PROBLEM DETAILS ->
Whenever the string "roads" appears in a line below, please copy the line out.

Saved entries ->
• • • • • • •
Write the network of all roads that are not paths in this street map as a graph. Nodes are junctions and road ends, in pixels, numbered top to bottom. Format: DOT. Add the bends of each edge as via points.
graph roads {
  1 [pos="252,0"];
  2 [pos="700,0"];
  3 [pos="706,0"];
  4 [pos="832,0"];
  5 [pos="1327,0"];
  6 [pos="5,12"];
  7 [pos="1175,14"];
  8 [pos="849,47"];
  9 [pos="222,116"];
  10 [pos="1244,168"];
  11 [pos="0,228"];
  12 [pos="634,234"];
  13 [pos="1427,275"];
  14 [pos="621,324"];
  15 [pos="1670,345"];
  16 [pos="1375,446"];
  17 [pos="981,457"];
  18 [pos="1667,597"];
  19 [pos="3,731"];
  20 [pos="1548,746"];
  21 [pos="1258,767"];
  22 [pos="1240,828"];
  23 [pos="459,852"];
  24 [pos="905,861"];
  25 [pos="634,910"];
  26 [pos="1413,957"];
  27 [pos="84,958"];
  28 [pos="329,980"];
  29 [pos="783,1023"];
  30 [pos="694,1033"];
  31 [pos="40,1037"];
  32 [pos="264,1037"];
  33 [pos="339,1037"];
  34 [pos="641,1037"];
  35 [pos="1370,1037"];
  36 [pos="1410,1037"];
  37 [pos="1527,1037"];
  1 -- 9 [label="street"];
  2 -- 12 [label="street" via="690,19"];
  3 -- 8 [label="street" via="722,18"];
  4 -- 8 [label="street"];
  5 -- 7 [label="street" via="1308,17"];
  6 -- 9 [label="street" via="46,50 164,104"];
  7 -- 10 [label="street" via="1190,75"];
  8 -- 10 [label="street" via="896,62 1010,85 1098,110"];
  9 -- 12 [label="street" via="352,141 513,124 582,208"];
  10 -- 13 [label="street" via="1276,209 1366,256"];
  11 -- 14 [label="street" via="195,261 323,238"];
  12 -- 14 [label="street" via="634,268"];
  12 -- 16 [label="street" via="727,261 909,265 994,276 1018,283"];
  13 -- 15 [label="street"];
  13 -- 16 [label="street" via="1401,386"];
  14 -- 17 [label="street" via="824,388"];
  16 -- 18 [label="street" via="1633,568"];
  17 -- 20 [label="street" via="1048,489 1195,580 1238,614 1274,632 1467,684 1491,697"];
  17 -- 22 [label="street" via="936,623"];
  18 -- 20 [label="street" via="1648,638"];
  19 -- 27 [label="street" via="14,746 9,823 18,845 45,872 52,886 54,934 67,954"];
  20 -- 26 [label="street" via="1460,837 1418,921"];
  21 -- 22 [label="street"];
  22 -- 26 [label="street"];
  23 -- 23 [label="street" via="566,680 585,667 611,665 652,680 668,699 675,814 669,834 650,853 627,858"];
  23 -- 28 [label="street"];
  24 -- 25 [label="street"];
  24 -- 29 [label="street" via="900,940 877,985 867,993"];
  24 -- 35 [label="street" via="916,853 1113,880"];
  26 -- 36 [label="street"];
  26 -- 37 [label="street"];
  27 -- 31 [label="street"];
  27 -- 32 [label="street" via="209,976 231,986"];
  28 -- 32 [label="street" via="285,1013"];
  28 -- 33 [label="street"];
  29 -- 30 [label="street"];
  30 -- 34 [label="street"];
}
• • • • • • •
TASK ANSWER ->
Write the network of all roads that are not paths in this street map as a graph. Nodes are junctions and road ends, in pixels, numbered top to bottom. Format: DOT. Add the bends of each edge as via points.
graph roads {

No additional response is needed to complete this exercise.